*TO DO*.
Your task is to set down the records below again, exactly.

*DATA FOR REVIEW*.
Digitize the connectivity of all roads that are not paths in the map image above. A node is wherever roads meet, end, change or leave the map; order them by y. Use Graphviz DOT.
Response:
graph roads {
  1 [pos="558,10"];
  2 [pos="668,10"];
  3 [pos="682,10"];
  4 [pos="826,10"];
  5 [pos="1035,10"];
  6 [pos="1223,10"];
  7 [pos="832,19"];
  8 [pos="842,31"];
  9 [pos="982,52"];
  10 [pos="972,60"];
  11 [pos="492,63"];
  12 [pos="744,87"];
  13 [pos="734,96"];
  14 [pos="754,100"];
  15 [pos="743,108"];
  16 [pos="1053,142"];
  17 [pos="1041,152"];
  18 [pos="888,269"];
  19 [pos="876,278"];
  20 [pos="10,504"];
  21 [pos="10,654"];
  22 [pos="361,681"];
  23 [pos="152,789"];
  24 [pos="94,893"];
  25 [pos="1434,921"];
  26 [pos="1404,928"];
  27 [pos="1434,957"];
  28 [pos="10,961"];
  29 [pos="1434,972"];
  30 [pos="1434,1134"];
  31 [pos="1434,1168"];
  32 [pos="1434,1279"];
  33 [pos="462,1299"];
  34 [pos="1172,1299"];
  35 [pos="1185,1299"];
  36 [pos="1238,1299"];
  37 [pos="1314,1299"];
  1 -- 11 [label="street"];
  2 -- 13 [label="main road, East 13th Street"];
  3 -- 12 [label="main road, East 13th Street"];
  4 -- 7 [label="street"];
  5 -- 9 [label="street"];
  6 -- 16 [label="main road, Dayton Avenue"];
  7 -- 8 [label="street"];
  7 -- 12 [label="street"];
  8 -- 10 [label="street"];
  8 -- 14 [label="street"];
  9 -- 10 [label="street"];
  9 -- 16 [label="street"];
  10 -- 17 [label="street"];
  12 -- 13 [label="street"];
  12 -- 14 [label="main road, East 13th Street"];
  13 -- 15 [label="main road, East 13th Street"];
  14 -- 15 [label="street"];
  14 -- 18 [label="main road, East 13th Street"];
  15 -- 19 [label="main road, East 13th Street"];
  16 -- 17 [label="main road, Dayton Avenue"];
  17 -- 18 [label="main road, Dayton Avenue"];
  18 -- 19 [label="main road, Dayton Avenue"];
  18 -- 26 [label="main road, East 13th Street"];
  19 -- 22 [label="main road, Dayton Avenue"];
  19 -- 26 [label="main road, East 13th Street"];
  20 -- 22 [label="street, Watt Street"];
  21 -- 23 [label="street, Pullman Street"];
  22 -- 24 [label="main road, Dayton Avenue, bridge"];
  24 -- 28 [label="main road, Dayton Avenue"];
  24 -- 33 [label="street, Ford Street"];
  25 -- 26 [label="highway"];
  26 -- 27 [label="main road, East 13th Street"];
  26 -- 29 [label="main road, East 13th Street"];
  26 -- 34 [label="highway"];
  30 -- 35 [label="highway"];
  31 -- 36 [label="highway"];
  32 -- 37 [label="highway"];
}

*COMPLETED EXERCISE*.
Digitize the connectivity of all roads that are not paths in the map image above. A node is wherever roads meet, end, change or leave the map; order them by y. Use Graphviz DOT.
Response:
graph roads {
  1 [pos="558,10"];
  2 [pos="668,10"];
  3 [pos="682,10"];
  4 [pos="826,10"];
  5 [pos="1035,10"];
  6 [pos="1223,10"];
  7 [pos="832,19"];
  8 [pos="842,31"];
  9 [pos="982,52"];
  10 [pos="972,60"];
  11 [pos="492,63"];
  12 [pos="744,87"];
  13 [pos="734,96"];
  14 [pos="754,100"];
  15 [pos="743,108"];
  16 [pos="1053,142"];
  17 [pos="1041,152"];
  18 [pos="888,269"];
  19 [pos="876,278"];
  20 [pos="10,504"];
  21 [pos="10,654"];
  22 [pos="361,681"];
  23 [pos="152,789"];
  24 [pos="94,893"];
  25 [pos="1434,921"];
  26 [pos="1404,928"];
  27 [pos="1434,957"];
  28 [pos="10,961"];
  29 [pos="1434,972"];
  30 [pos="1434,1134"];
  31 [pos="1434,1168"];
  32 [pos="1434,1279"];
  33 [pos="462,1299"];
  34 [pos="1172,1299"];
  35 [pos="1185,1299"];
  36 [pos="1238,1299"];
  37 [pos="1314,1299"];
  1 -- 11 [label="street"];
  2 -- 13 [label="main road, East 13th Street"];
  3 -- 12 [label="main road, East 13th Street"];
  4 -- 7 [label="street"];
  5 -- 9 [label="street"];
  6 -- 16 [label="main road, Dayton Avenue"];
  7 -- 8 [label="street"];
  7 -- 12 [label="street"];
  8 -- 10 [label="street"];
  8 -- 14 [label="street"];
  9 -- 10 [label="street"];
  9 -- 16 [label="street"];
  10 -- 17 [label="street"];
  12 -- 13 [label="street"];
  12 -- 14 [label="main road, East 13th Street"];
  13 -- 15 [label="main road, East 13th Street"];
  14 -- 15 [label="street"];
  14 -- 18 [label="main road, East 13th Street"];
  15 -- 19 [label="main road, East 13th Street"];
  16 -- 17 [label="main road, Dayton Avenue"];
  17 -- 18 [label="main road, Dayton Avenue"];
  18 -- 19 [label="main road, Dayton Avenue"];
  18 -- 26 [label="main road, East 13th Street"];
  19 -- 22 [label="main road, Dayton Avenue"];
  19 -- 26 [label="main road, East 13th Street"];
  20 -- 22 [label="street, Watt Street"];
  21 -- 23 [label="street, Pullman Street"];
  22 -- 24 [label="main road, Dayton Avenue, bridge"];
  24 -- 28 [label="main road, Dayton Avenue"];
  24 -- 33 [label="street, Ford Street"];
  25 -- 26 [label="highway"];
  26 -- 27 [label="main road, East 13th Street"];
  26 -- 29 [label="main road, East 13th Street"];
  26 -- 34 [label="highway"];
  30 -- 35 [label="highway"];
  31 -- 36 [label="highway"];
  32 -- 37 [label="highway"];
}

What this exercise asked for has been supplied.